Supplied material:
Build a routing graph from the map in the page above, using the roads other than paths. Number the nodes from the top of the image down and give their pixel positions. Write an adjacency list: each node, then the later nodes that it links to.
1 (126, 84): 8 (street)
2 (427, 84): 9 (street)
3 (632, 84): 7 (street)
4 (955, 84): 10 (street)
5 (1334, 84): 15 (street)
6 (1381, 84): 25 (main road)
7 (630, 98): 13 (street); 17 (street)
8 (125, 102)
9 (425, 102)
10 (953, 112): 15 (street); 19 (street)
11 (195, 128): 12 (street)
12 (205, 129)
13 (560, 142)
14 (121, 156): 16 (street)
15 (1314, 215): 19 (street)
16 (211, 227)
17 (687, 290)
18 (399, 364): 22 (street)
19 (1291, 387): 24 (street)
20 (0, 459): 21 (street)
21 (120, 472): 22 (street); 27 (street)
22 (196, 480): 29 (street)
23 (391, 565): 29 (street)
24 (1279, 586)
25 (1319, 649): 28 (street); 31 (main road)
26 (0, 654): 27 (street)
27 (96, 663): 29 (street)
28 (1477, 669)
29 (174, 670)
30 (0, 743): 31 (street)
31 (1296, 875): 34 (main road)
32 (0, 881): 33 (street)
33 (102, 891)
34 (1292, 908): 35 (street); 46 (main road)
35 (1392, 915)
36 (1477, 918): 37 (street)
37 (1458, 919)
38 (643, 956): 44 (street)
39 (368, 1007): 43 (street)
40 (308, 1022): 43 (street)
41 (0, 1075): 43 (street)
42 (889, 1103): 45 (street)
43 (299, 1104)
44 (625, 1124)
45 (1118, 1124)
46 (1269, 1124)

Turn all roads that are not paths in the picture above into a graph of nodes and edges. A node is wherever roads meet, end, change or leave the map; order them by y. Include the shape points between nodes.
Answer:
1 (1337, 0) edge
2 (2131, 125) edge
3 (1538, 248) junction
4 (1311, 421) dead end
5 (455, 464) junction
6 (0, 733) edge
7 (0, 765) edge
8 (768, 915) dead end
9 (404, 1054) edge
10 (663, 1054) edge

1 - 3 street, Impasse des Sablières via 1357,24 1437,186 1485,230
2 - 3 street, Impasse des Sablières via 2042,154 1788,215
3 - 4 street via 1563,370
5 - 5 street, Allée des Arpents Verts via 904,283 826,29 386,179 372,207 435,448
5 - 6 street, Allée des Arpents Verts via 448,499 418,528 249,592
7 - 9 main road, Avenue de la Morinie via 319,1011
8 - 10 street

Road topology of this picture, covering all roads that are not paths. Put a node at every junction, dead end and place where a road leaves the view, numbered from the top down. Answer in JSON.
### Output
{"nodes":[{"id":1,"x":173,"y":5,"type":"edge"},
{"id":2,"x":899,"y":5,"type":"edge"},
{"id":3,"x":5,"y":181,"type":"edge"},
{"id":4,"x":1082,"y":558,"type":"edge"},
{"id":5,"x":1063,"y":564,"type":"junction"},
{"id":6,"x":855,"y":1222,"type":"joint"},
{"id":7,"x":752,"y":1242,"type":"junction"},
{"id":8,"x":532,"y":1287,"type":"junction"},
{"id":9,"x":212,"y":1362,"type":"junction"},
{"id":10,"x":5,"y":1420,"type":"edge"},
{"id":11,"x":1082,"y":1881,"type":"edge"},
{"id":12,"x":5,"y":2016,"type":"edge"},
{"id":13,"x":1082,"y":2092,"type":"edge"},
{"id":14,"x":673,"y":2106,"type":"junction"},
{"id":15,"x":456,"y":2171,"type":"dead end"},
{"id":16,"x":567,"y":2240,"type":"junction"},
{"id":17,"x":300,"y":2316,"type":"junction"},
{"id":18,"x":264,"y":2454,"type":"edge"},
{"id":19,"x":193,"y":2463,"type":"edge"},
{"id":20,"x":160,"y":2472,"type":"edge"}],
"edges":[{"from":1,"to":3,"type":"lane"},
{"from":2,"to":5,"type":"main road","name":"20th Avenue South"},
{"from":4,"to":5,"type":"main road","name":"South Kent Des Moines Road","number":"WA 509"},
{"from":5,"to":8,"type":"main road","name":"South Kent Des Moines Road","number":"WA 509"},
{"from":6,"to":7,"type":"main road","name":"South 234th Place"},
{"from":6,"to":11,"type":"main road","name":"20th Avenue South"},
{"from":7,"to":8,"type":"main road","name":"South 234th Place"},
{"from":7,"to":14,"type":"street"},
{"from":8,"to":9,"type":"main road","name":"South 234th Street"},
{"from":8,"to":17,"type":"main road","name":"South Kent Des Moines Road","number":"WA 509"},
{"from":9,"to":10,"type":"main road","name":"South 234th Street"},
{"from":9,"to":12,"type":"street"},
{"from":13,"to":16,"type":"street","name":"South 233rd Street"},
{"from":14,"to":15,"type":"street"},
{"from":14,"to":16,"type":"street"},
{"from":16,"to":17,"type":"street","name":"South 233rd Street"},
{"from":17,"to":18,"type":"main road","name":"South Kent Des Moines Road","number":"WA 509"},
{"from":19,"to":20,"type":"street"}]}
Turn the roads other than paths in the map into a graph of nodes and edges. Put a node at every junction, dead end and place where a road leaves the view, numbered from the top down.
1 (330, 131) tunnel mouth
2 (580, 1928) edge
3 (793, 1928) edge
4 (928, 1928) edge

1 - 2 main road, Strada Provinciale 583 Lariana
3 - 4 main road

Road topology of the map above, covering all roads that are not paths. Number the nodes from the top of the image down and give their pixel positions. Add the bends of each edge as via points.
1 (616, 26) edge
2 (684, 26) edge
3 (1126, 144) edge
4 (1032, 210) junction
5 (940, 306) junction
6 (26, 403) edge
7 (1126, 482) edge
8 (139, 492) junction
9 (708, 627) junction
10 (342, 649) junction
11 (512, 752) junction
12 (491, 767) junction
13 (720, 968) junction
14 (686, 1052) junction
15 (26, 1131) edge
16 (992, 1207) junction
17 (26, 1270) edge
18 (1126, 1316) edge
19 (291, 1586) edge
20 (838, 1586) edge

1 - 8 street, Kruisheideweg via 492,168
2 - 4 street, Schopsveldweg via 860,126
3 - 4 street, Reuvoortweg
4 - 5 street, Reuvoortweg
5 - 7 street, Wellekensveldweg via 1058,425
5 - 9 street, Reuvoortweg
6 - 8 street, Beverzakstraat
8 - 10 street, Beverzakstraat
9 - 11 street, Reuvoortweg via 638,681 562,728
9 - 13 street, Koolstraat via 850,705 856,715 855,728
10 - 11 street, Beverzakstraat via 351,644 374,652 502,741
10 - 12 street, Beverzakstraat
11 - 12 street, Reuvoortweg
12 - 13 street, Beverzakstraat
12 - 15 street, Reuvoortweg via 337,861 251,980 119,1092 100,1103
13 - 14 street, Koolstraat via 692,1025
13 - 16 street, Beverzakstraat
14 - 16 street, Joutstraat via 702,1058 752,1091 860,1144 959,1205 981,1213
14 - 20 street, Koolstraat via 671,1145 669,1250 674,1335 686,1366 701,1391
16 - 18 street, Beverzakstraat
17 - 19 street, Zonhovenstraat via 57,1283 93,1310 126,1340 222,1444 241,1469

To do:
After reading the entries, reproduce every one of them exactly.

Final answer:
Build a routing graph from the map in the page above, using the roads other than paths. Number the nodes from the top of the image down and give their pixel positions. Write an adjacency list: each node, then the later nodes that it links to.
1 (126, 84): 8 (street)
2 (427, 84): 9 (street)
3 (632, 84): 7 (street)
4 (955, 84): 10 (street)
5 (1334, 84): 15 (street)
6 (1381, 84): 25 (main road)
7 (630, 98): 13 (street); 17 (street)
8 (125, 102)
9 (425, 102)
10 (953, 112): 15 (street); 19 (street)
11 (195, 128): 12 (street)
12 (205, 129)
13 (560, 142)
14 (121, 156): 16 (street)
15 (1314, 215): 19 (street)
16 (211, 227)
17 (687, 290)
18 (399, 364): 22 (street)
19 (1291, 387): 24 (street)
20 (0, 459): 21 (street)
21 (120, 472): 22 (street); 27 (street)
22 (196, 480): 29 (street)
23 (391, 565): 29 (street)
24 (1279, 586)
25 (1319, 649): 28 (street); 31 (main road)
26 (0, 654): 27 (street)
27 (96, 663): 29 (street)
28 (1477, 669)
29 (174, 670)
30 (0, 743): 31 (street)
31 (1296, 875): 34 (main road)
32 (0, 881): 33 (street)
33 (102, 891)
34 (1292, 908): 35 (street); 46 (main road)
35 (1392, 915)
36 (1477, 918): 37 (street)
37 (1458, 919)
38 (643, 956): 44 (street)
39 (368, 1007): 43 (street)
40 (308, 1022): 43 (street)
41 (0, 1075): 43 (street)
42 (889, 1103): 45 (street)
43 (299, 1104)
44 (625, 1124)
45 (1118, 1124)
46 (1269, 1124)

Turn all roads that are not paths in the picture above into a graph of nodes and edges. A node is wherever roads meet, end, change or leave the map; order them by y. Include the shape points between nodes.
Answer:
1 (1337, 0) edge
2 (2131, 125) edge
3 (1538, 248) junction
4 (1311, 421) dead end
5 (455, 464) junction
6 (0, 733) edge
7 (0, 765) edge
8 (768, 915) dead end
9 (404, 1054) edge
10 (663, 1054) edge

1 - 3 street, Impasse des Sablières via 1357,24 1437,186 1485,230
2 - 3 street, Impasse des Sablières via 2042,154 1788,215
3 - 4 street via 1563,370
5 - 5 street, Allée des Arpents Verts via 904,283 826,29 386,179 372,207 435,448
5 - 6 street, Allée des Arpents Verts via 448,499 418,528 249,592
7 - 9 main road, Avenue de la Morinie via 319,1011
8 - 10 street

Road topology of this picture, covering all roads that are not paths. Put a node at every junction, dead end and place where a road leaves the view, numbered from the top down. Answer in JSON.
### Output
{"nodes":[{"id":1,"x":173,"y":5,"type":"edge"},
{"id":2,"x":899,"y":5,"type":"edge"},
{"id":3,"x":5,"y":181,"type":"edge"},
{"id":4,"x":1082,"y":558,"type":"edge"},
{"id":5,"x":1063,"y":564,"type":"junction"},
{"id":6,"x":855,"y":1222,"type":"joint"},
{"id":7,"x":752,"y":1242,"type":"junction"},
{"id":8,"x":532,"y":1287,"type":"junction"},
{"id":9,"x":212,"y":1362,"type":"junction"},
{"id":10,"x":5,"y":1420,"type":"edge"},
{"id":11,"x":1082,"y":1881,"type":"edge"},
{"id":12,"x":5,"y":2016,"type":"edge"},
{"id":13,"x":1082,"y":2092,"type":"edge"},
{"id":14,"x":673,"y":2106,"type":"junction"},
{"id":15,"x":456,"y":2171,"type":"dead end"},
{"id":16,"x":567,"y":2240,"type":"junction"},
{"id":17,"x":300,"y":2316,"type":"junction"},
{"id":18,"x":264,"y":2454,"type":"edge"},
{"id":19,"x":193,"y":2463,"type":"edge"},
{"id":20,"x":160,"y":2472,"type":"edge"}],
"edges":[{"from":1,"to":3,"type":"lane"},
{"from":2,"to":5,"type":"main road","name":"20th Avenue South"},
{"from":4,"to":5,"type":"main road","name":"South Kent Des Moines Road","number":"WA 509"},
{"from":5,"to":8,"type":"main road","name":"South Kent Des Moines Road","number":"WA 509"},
{"from":6,"to":7,"type":"main road","name":"South 234th Place"},
{"from":6,"to":11,"type":"main road","name":"20th Avenue South"},
{"from":7,"to":8,"type":"main road","name":"South 234th Place"},
{"from":7,"to":14,"type":"street"},
{"from":8,"to":9,"type":"main road","name":"South 234th Street"},
{"from":8,"to":17,"type":"main road","name":"South Kent Des Moines Road","number":"WA 509"},
{"from":9,"to":10,"type":"main road","name":"South 234th Street"},
{"from":9,"to":12,"type":"street"},
{"from":13,"to":16,"type":"street","name":"South 233rd Street"},
{"from":14,"to":15,"type":"street"},
{"from":14,"to":16,"type":"street"},
{"from":16,"to":17,"type":"street","name":"South 233rd Street"},
{"from":17,"to":18,"type":"main road","name":"South Kent Des Moines Road","number":"WA 509"},
{"from":19,"to":20,"type":"street"}]}
Turn the roads other than paths in the map into a graph of nodes and edges. Put a node at every junction, dead end and place where a road leaves the view, numbered from the top down.
1 (330, 131) tunnel mouth
2 (580, 1928) edge
3 (793, 1928) edge
4 (928, 1928) edge

1 - 2 main road, Strada Provinciale 583 Lariana
3 - 4 main road

Road topology of the map above, covering all roads that are not paths. Number the nodes from the top of the image down and give their pixel positions. Add the bends of each edge as via points.
1 (616, 26) edge
2 (684, 26) edge
3 (1126, 144) edge
4 (1032, 210) junction
5 (940, 306) junction
6 (26, 403) edge
7 (1126, 482) edge
8 (139, 492) junction
9 (708, 627) junction
10 (342, 649) junction
11 (512, 752) junction
12 (491, 767) junction
13 (720, 968) junction
14 (686, 1052) junction
15 (26, 1131) edge
16 (992, 1207) junction
17 (26, 1270) edge
18 (1126, 1316) edge
19 (291, 1586) edge
20 (838, 1586) edge

1 - 8 street, Kruisheideweg via 492,168
2 - 4 street, Schopsveldweg via 860,126
3 - 4 street, Reuvoortweg
4 - 5 street, Reuvoortweg
5 - 7 street, Wellekensveldweg via 1058,425
5 - 9 street, Reuvoortweg
6 - 8 street, Beverzakstraat
8 - 10 street, Beverzakstraat
9 - 11 street, Reuvoortweg via 638,681 562,728
9 - 13 street, Koolstraat via 850,705 856,715 855,728
10 - 11 street, Beverzakstraat via 351,644 374,652 502,741
10 - 12 street, Beverzakstraat
11 - 12 street, Reuvoortweg
12 - 13 street, Beverzakstraat
12 - 15 street, Reuvoortweg via 337,861 251,980 119,1092 100,1103
13 - 14 street, Koolstraat via 692,1025
13 - 16 street, Beverzakstraat
14 - 16 street, Joutstraat via 702,1058 752,1091 860,1144 959,1205 981,1213
14 - 20 street, Koolstraat via 671,1145 669,1250 674,1335 686,1366 701,1391
16 - 18 street, Beverzakstraat
17 - 19 street, Zonhovenstraat via 57,1283 93,1310 126,1340 222,1444 241,1469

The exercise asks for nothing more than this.